(Exercise objective) With the records below as input, work out how many lines include the word "Fejzo". Give only the number.

--- Information shown ---

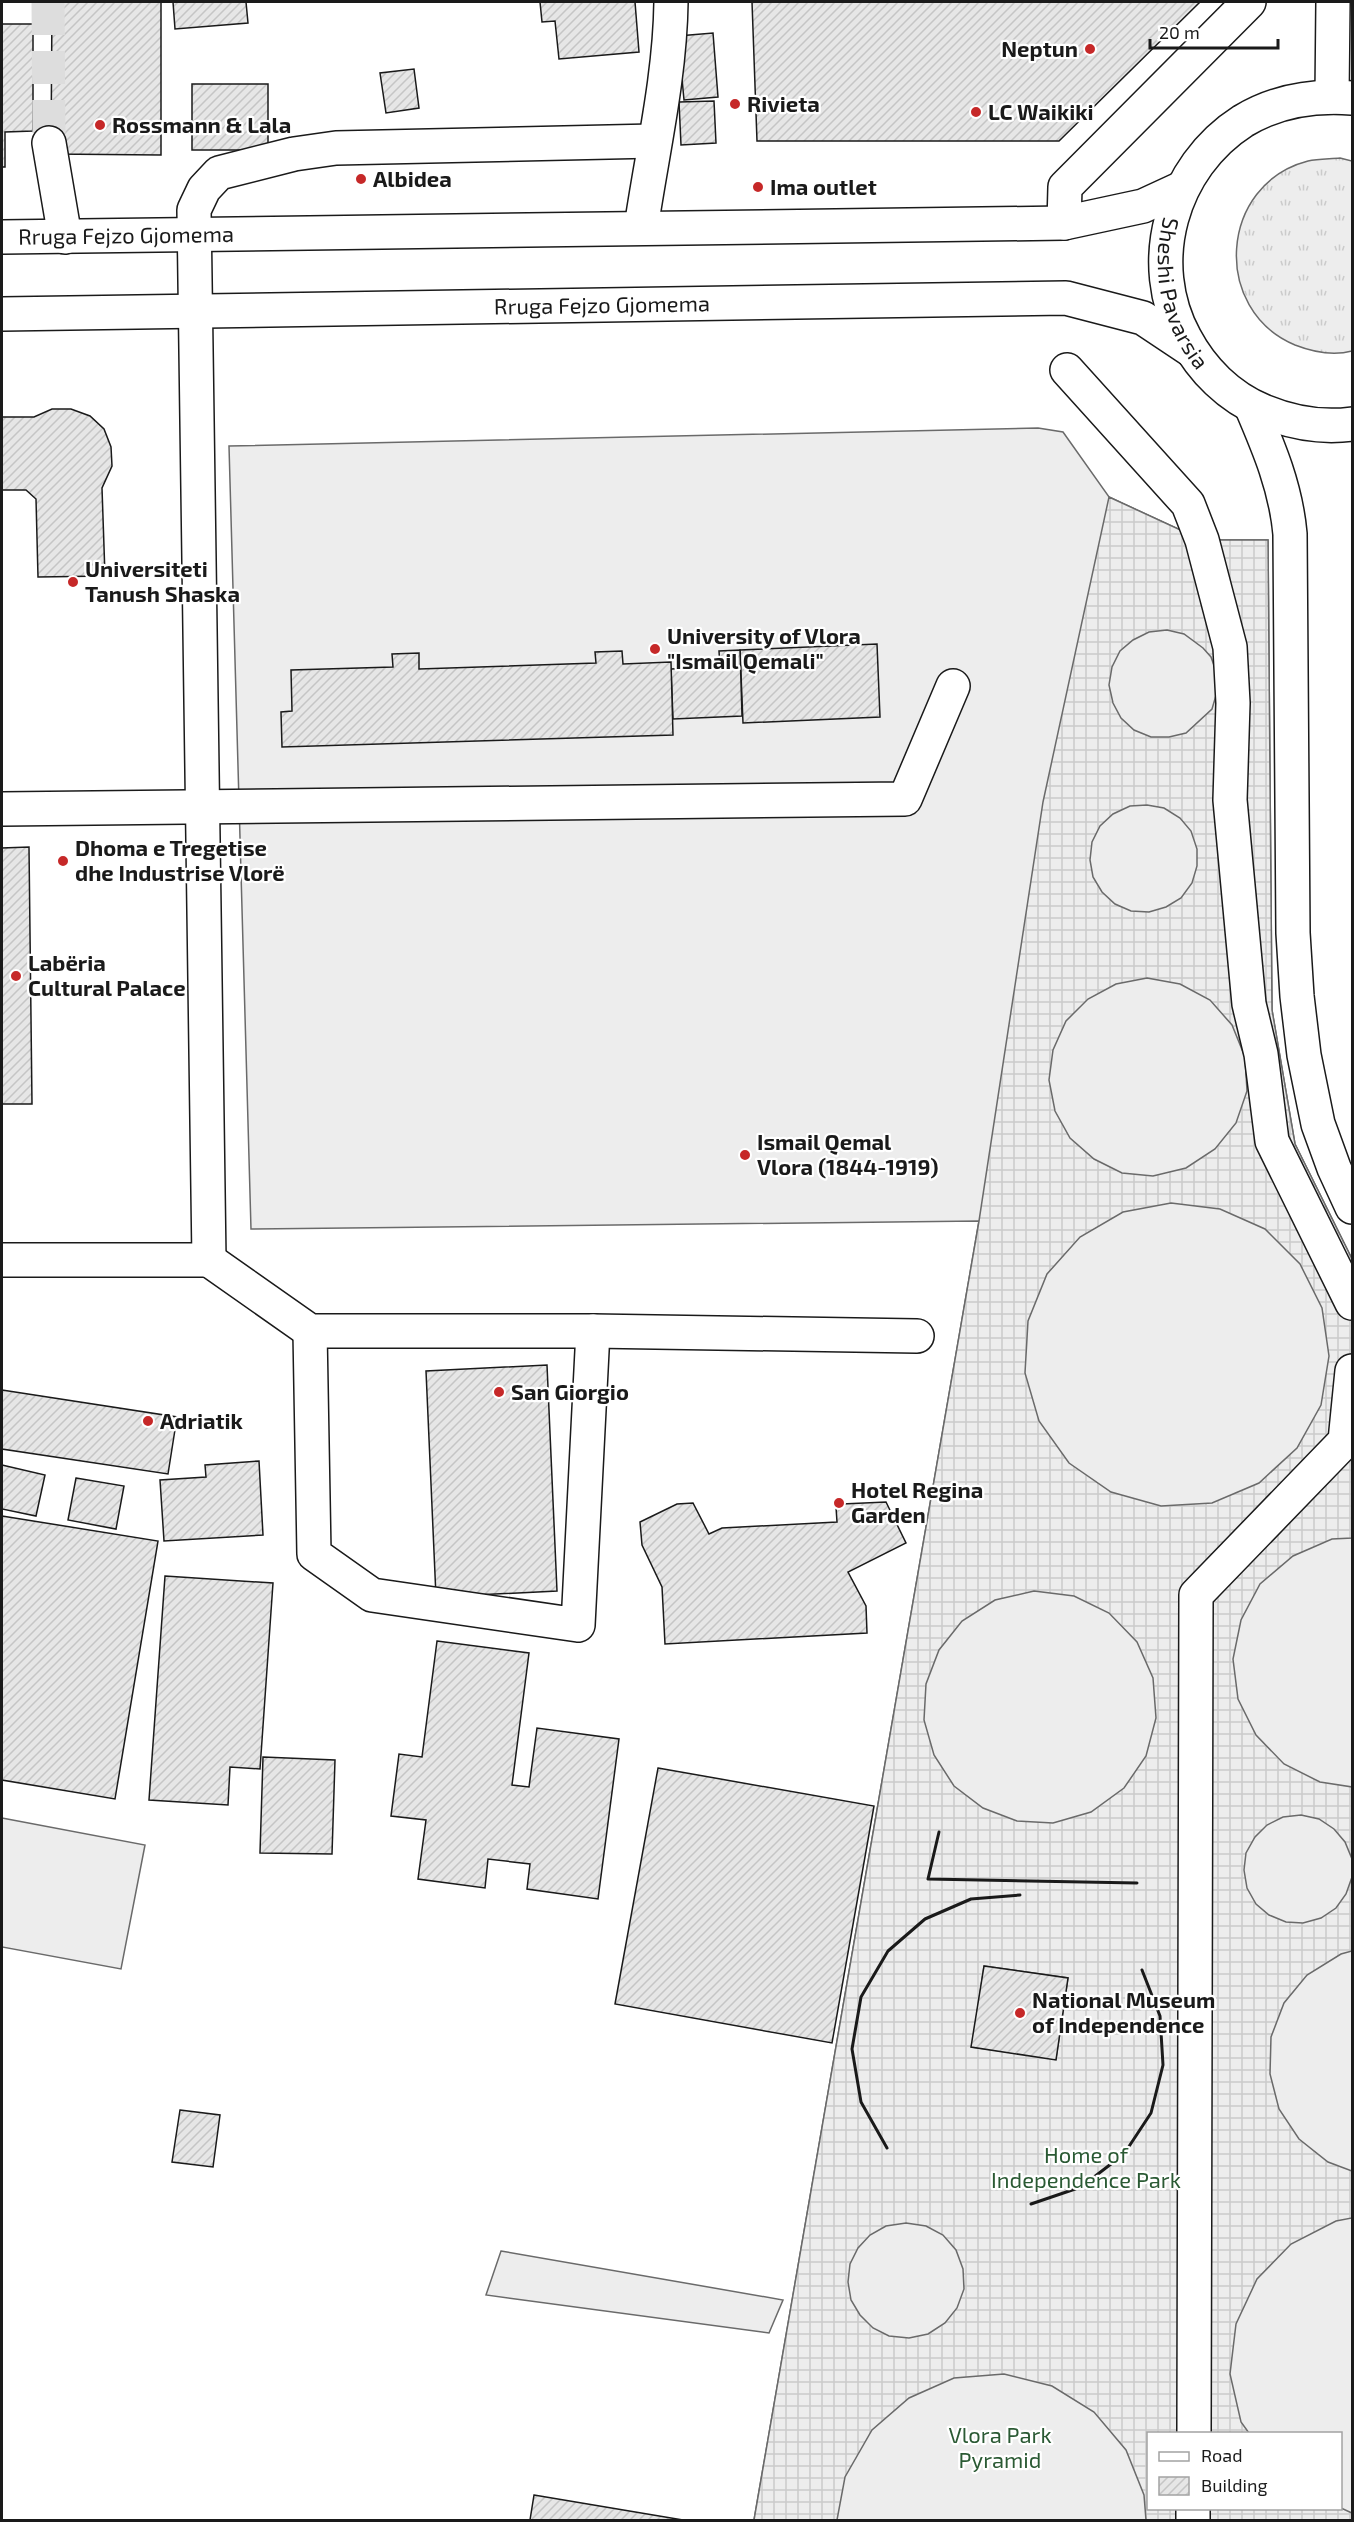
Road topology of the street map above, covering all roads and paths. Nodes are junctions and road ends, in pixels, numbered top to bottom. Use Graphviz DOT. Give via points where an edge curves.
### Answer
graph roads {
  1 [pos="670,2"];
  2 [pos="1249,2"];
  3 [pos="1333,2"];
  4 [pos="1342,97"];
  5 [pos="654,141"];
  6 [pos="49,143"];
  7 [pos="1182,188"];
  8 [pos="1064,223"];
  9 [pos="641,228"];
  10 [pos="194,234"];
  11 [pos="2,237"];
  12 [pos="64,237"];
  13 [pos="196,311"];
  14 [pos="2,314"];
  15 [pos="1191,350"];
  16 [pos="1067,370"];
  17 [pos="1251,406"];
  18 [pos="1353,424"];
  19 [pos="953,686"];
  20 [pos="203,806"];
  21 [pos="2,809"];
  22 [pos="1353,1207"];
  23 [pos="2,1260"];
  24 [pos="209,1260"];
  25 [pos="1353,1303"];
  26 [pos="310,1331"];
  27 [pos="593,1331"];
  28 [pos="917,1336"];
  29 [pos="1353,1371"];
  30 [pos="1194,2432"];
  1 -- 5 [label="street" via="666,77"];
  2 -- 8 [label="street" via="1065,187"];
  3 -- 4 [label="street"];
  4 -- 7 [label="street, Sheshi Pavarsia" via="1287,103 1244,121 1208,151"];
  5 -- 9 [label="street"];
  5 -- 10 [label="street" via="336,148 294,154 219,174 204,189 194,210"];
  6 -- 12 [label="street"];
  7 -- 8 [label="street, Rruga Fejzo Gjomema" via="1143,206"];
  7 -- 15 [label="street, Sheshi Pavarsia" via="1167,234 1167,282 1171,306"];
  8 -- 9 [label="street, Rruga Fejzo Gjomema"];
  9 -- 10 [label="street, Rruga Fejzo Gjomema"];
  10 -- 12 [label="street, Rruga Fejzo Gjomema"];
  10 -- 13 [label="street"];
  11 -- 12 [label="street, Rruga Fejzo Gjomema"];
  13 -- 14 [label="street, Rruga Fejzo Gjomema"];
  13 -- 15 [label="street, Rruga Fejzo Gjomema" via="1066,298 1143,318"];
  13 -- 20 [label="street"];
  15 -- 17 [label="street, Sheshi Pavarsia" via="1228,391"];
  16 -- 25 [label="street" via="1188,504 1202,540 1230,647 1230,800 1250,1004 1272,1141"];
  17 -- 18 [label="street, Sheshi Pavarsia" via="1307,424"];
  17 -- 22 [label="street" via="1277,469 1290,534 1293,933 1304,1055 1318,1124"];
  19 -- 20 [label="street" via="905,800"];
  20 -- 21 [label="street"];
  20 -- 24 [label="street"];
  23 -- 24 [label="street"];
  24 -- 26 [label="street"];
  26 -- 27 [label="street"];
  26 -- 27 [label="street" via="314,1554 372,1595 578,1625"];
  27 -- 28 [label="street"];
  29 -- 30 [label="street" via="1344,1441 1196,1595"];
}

---

(Answer space) 7